AIM OF THE TASK: Check each line of the listing for the string "roads". Copy those where it appears.

DATA TO USE:
[Start of Attachment]
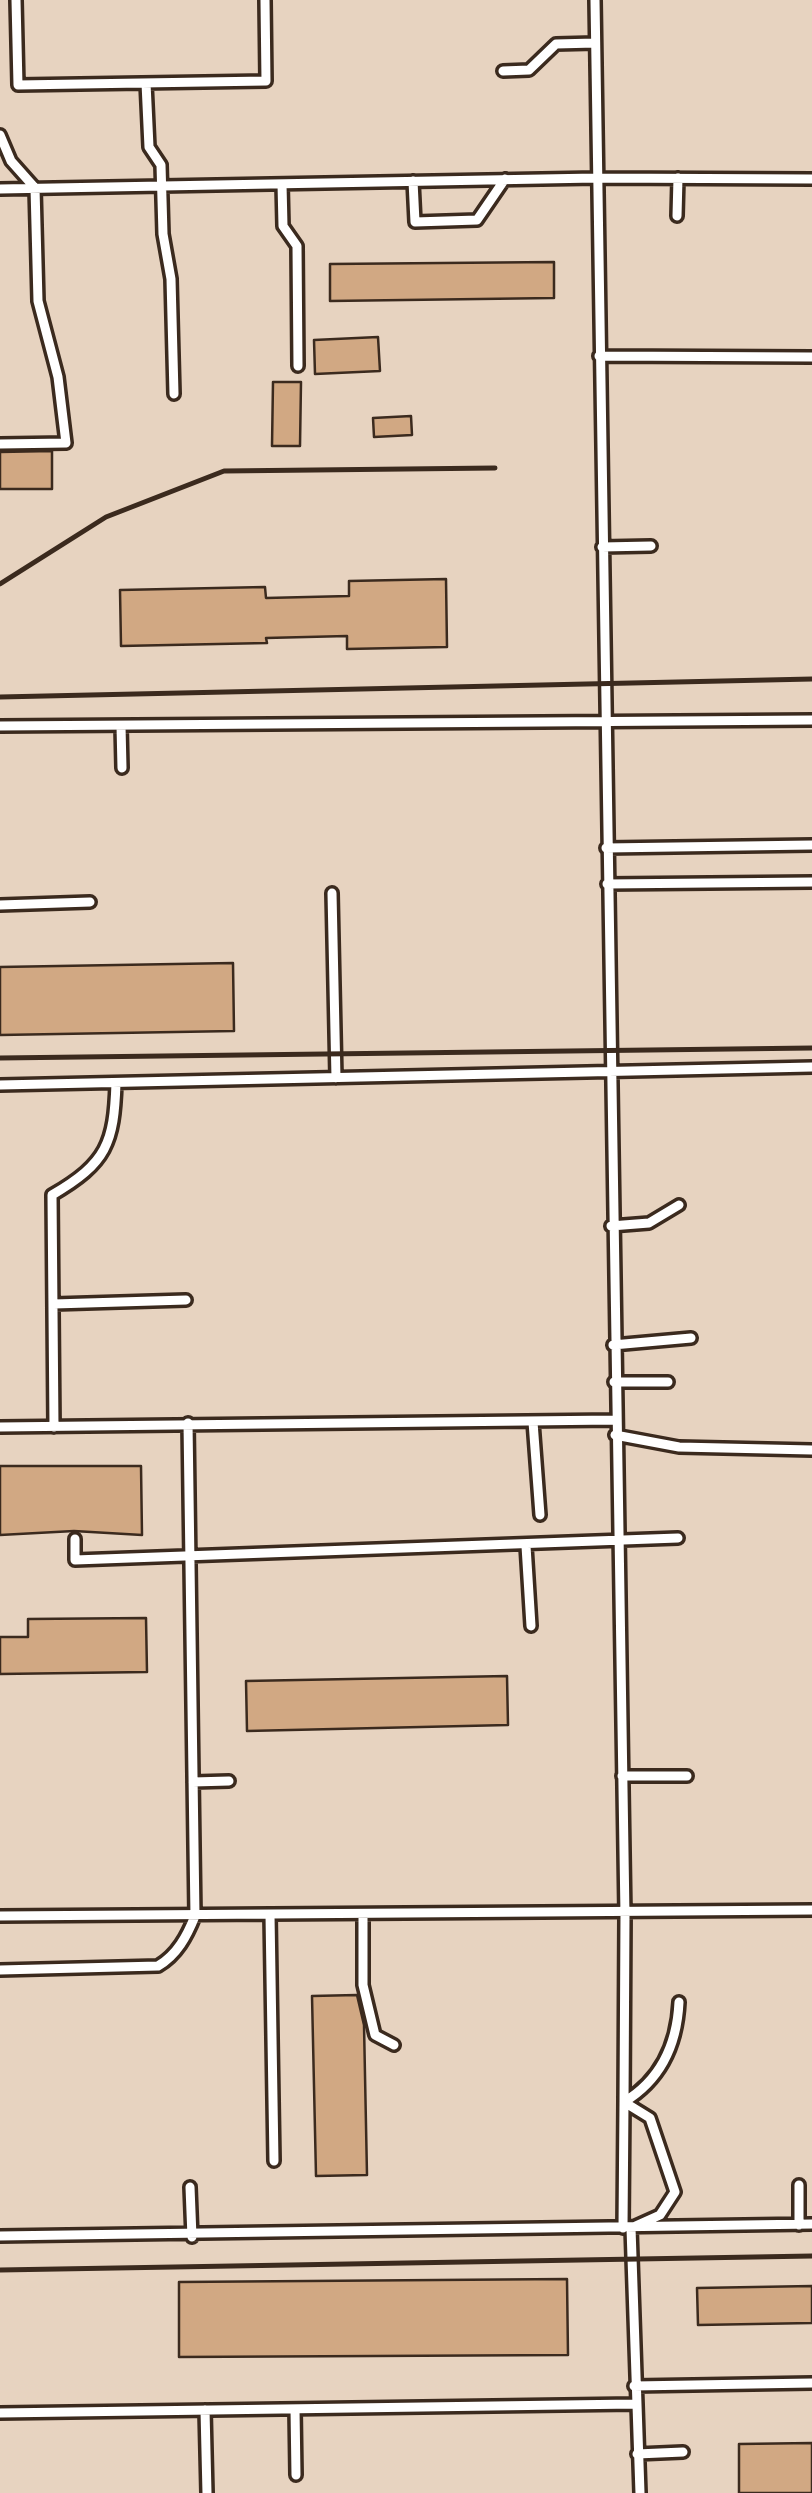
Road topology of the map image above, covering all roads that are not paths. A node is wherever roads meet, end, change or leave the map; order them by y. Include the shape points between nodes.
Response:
[End of Attachment]
[Start of Attachment]
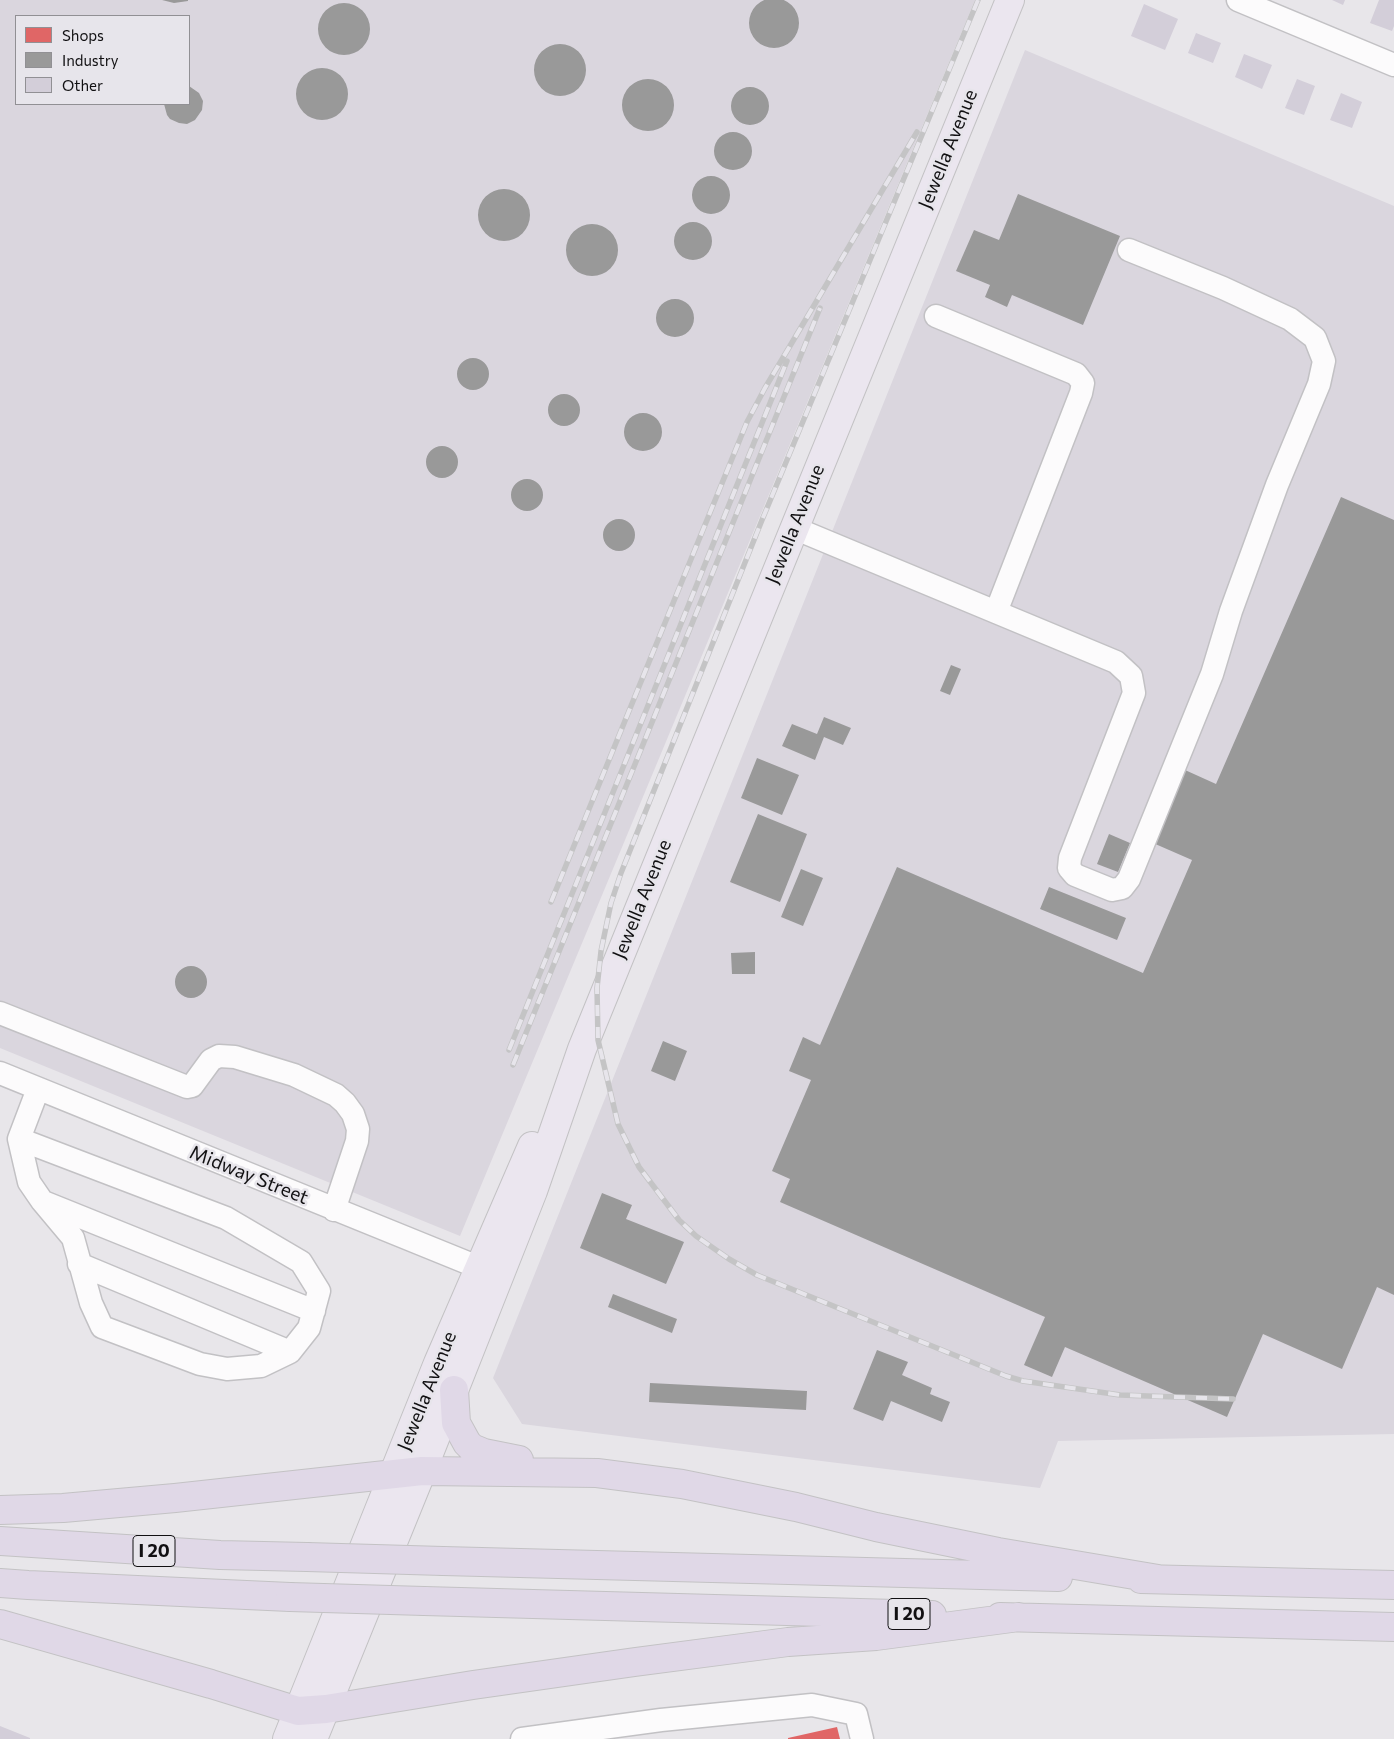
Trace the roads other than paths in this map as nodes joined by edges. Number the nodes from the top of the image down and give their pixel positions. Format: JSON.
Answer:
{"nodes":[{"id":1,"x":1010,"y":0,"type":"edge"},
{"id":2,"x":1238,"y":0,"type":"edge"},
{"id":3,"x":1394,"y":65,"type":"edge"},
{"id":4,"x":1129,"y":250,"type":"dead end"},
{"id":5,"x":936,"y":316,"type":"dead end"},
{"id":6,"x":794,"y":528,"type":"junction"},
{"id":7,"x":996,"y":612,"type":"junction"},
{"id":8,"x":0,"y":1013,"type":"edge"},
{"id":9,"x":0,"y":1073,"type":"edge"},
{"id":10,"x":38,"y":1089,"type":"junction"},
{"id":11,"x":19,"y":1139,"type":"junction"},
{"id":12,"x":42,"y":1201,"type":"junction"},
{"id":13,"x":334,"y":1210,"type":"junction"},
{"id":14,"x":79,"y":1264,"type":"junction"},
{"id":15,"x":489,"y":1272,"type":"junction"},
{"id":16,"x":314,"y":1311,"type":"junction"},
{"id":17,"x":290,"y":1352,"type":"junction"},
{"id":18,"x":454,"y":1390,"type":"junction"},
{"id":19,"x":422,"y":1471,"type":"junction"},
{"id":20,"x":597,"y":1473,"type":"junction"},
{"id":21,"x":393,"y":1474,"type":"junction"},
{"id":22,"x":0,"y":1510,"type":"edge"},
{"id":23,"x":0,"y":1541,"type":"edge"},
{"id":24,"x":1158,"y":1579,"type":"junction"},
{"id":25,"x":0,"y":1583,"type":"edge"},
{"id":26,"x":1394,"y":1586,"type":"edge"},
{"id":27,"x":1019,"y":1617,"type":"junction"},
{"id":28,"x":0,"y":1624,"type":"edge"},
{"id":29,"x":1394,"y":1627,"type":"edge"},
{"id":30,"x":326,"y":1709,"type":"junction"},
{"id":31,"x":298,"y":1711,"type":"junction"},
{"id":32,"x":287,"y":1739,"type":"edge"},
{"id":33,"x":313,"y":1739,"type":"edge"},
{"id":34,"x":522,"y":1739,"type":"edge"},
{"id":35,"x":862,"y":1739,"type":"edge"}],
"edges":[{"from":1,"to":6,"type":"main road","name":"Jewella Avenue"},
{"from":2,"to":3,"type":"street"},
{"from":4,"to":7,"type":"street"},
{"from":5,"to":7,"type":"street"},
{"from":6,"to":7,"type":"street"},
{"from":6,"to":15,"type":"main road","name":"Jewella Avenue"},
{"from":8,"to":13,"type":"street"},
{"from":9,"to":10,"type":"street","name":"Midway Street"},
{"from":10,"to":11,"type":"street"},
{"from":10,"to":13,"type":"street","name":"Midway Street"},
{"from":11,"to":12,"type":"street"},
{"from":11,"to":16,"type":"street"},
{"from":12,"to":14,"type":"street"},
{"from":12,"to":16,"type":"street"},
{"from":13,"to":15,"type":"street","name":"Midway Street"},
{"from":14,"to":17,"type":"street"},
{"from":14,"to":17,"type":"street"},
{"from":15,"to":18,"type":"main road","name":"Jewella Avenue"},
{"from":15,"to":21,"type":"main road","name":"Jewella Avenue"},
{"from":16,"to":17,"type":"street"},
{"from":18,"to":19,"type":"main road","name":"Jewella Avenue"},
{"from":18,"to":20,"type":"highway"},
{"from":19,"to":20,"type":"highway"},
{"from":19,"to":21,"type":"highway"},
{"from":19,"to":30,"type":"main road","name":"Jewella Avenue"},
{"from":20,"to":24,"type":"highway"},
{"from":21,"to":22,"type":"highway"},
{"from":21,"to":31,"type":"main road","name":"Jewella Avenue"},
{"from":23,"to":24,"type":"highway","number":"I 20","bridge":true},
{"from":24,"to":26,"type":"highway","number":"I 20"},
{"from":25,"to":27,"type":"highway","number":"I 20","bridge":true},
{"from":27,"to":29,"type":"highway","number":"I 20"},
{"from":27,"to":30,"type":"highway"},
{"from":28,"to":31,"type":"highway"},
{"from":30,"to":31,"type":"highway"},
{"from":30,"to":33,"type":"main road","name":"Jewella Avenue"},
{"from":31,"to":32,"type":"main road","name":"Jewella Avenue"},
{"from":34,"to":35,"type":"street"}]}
[End of Attachment]
WRITTEN ANSWER:
Road topology of the map image above, covering all roads that are not paths. A node is wherever roads meet, end, change or leave the map; order them by y. Include the shape points between nodes.
Trace the roads other than paths in this map as nodes joined by edges. Number the nodes from the top of the image down and give their pixel positions. Format: JSON.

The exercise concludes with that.